Can the category of chain complexes be realized as a functor category?
As the title says, is there some sort of category $\mathsf{C}$ which can be thought of as the "walking chain complex", so that the category of chain complexes in some other category $\mathsf{A}$ can be realized as $\mathsf{A}^\mathsf{C}$ (or perhaps some subcategory thereof)?
Solution 1:
In the case of homological complexes bounded below by zero, C would be the preadditive category
- Objects are natural numbers
- $\hom(n+1, n) = \mathbb{Z}$ (call the generator $\partial$)

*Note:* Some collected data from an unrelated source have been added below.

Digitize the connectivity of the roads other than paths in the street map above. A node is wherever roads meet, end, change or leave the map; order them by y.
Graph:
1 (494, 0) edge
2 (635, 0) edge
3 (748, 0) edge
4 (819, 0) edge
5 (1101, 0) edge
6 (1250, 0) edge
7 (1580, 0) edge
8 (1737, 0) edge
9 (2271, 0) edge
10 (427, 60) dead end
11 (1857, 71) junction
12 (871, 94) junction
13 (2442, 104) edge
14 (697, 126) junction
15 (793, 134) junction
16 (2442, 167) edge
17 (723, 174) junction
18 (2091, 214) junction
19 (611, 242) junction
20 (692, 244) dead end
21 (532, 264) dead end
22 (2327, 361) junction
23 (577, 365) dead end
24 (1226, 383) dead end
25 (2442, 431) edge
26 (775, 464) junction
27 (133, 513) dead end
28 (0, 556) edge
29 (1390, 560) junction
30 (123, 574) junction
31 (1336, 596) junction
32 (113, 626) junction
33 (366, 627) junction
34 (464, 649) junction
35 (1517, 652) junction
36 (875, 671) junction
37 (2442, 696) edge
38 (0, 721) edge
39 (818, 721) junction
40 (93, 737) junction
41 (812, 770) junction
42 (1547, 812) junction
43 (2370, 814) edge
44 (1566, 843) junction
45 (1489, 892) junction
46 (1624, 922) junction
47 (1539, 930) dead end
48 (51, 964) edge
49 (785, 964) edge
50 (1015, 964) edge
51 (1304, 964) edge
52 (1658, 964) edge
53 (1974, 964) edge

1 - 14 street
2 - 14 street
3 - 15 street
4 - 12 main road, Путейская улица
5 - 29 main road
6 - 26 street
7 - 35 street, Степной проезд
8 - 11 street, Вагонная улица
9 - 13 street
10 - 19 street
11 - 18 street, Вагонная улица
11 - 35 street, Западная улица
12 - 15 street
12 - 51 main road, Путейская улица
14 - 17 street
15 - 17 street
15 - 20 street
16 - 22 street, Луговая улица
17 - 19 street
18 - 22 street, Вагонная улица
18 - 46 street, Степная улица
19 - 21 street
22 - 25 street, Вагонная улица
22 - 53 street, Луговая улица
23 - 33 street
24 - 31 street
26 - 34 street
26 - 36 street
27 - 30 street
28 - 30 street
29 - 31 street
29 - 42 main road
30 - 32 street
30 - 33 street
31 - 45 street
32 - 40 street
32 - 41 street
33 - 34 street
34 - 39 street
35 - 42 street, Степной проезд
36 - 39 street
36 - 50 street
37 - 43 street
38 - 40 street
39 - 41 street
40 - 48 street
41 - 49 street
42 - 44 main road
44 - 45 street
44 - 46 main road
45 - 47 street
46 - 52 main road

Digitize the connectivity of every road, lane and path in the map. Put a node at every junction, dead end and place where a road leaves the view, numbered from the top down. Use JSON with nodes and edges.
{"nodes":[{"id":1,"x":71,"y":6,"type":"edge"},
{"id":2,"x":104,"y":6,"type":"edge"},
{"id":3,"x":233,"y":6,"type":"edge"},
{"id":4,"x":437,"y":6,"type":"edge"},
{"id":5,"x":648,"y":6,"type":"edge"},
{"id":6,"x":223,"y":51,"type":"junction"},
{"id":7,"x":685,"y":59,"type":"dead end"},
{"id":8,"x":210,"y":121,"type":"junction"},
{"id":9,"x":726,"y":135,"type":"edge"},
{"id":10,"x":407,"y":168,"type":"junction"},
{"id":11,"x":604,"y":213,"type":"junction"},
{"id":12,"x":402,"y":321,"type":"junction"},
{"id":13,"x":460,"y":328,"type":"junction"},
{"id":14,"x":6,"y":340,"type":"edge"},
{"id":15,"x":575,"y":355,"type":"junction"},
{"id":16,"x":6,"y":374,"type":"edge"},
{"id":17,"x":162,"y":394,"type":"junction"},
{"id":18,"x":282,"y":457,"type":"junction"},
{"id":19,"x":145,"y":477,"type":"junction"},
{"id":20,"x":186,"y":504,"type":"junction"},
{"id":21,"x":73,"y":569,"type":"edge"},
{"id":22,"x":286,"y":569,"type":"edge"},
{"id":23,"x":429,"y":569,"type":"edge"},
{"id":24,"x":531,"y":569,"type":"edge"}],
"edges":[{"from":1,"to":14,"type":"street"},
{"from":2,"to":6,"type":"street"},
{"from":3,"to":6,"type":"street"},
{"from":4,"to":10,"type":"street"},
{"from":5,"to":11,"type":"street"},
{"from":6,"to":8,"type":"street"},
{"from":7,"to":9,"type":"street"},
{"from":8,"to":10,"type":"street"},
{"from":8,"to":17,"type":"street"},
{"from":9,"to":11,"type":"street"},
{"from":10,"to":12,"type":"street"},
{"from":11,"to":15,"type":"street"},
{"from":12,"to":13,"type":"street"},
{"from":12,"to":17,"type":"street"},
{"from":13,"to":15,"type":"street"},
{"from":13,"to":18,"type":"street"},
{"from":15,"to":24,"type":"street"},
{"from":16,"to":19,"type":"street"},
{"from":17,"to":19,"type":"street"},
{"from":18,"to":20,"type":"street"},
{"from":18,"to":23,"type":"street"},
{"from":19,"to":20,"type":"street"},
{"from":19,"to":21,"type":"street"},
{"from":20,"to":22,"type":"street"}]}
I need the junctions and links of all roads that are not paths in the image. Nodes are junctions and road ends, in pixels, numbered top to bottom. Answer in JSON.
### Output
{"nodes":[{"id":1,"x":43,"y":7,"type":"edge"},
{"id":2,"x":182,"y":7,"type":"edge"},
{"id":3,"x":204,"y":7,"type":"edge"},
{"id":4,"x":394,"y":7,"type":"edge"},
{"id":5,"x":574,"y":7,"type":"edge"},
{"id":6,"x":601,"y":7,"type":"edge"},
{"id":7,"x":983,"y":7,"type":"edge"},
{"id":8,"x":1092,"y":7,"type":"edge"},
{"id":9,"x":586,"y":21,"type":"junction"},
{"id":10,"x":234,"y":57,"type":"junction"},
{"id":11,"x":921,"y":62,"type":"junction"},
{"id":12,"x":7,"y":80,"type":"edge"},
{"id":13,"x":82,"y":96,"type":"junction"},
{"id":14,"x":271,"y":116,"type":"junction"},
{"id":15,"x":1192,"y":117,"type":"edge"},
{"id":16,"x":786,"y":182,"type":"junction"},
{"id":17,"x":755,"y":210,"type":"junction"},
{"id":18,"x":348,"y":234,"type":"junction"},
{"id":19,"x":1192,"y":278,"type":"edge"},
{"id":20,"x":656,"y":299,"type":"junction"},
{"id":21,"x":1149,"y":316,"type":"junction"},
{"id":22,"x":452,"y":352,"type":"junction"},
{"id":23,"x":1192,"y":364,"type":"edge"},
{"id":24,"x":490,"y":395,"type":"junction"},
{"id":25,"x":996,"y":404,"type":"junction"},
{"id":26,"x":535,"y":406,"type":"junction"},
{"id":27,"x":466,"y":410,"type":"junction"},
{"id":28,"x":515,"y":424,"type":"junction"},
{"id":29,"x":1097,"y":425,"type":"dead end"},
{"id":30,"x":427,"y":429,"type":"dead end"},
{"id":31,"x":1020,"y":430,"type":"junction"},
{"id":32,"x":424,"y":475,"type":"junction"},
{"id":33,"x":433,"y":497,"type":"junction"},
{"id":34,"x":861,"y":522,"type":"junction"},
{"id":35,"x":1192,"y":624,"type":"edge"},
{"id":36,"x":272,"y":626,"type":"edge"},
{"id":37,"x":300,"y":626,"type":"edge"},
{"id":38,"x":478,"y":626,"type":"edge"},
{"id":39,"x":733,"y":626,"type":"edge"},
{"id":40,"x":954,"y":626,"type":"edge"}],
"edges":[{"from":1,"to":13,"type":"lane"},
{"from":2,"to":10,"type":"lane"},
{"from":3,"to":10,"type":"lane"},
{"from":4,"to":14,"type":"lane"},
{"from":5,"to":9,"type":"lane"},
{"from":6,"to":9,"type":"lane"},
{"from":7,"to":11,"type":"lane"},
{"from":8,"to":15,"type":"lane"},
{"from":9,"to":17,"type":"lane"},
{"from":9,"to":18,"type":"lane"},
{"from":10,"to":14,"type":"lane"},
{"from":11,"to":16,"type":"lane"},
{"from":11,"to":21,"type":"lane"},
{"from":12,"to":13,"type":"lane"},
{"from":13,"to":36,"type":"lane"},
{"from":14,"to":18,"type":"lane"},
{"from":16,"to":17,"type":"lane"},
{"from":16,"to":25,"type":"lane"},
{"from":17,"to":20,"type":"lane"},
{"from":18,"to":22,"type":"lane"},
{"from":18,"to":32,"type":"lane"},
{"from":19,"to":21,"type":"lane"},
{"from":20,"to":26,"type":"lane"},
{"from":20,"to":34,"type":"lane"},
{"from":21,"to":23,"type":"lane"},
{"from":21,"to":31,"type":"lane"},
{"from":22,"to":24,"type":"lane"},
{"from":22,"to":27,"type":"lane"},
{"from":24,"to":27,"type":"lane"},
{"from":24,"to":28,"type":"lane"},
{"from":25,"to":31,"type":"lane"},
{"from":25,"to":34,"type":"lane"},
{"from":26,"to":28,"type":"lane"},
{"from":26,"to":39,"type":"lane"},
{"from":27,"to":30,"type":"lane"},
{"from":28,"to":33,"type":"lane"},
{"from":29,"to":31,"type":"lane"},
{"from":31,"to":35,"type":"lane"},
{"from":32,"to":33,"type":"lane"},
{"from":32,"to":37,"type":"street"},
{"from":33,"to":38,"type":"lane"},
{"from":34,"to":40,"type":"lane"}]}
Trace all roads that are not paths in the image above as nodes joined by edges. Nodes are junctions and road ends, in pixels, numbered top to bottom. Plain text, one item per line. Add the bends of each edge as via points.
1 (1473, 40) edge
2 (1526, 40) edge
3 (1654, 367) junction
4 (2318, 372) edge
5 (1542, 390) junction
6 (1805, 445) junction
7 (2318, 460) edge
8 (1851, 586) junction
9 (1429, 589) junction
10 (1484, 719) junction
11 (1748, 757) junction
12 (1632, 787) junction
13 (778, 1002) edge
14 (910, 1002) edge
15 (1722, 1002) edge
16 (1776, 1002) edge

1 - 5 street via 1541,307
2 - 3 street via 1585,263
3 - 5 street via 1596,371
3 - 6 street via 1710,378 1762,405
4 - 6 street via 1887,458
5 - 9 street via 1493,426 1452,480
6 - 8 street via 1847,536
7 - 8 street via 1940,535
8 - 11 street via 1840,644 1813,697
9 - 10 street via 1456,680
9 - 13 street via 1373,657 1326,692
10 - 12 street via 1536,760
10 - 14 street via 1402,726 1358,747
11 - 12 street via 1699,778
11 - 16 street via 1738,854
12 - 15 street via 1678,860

- $\hom(n, n) = \mathbb{Z}$ (the generator is $1_n$)
- All other homsets are zero
In other words, it's the preadditive category presented by
- Objects are natural numbers
- One generating arrow $\partial : n+ 1 \to n$ for each $n$
- All relations $\partial \circ \partial = 0$
Since an abelian group homomorphism $\mathbb{Z} \to H$ is the same thing as an element of $H$, an additive functor $F : \mathbf{C} \to \mathbf{A}$ is the same thing as:
- A choice $F_n$ of object of A for each natural number $n$
- A choice of morphism $\partial : F_{n+1} \to F_n$ for each natural number $n$
- Such that $\partial \circ \partial = 0$
IIRC, an amusing alternative way to construct C is the following procedure:
- Start with the opposite simplex category $\Delta^\circ$
- Linearize it (i.e. replace the homsets with the free abelian homgroups) to geta preadditive category $\mathbb{Z}\Delta^\circ$
- Split all idempotents
The additive category generated by this is equivalent to the additive category generated by C. (if you want C exactly, you can extract it as a full subcategory)
This is a sort of 'universal' form of the Dold-Kan correspondence, showing the walking simplicial abelian group is, in an appropriate sense, equivalent to the walking chain complex.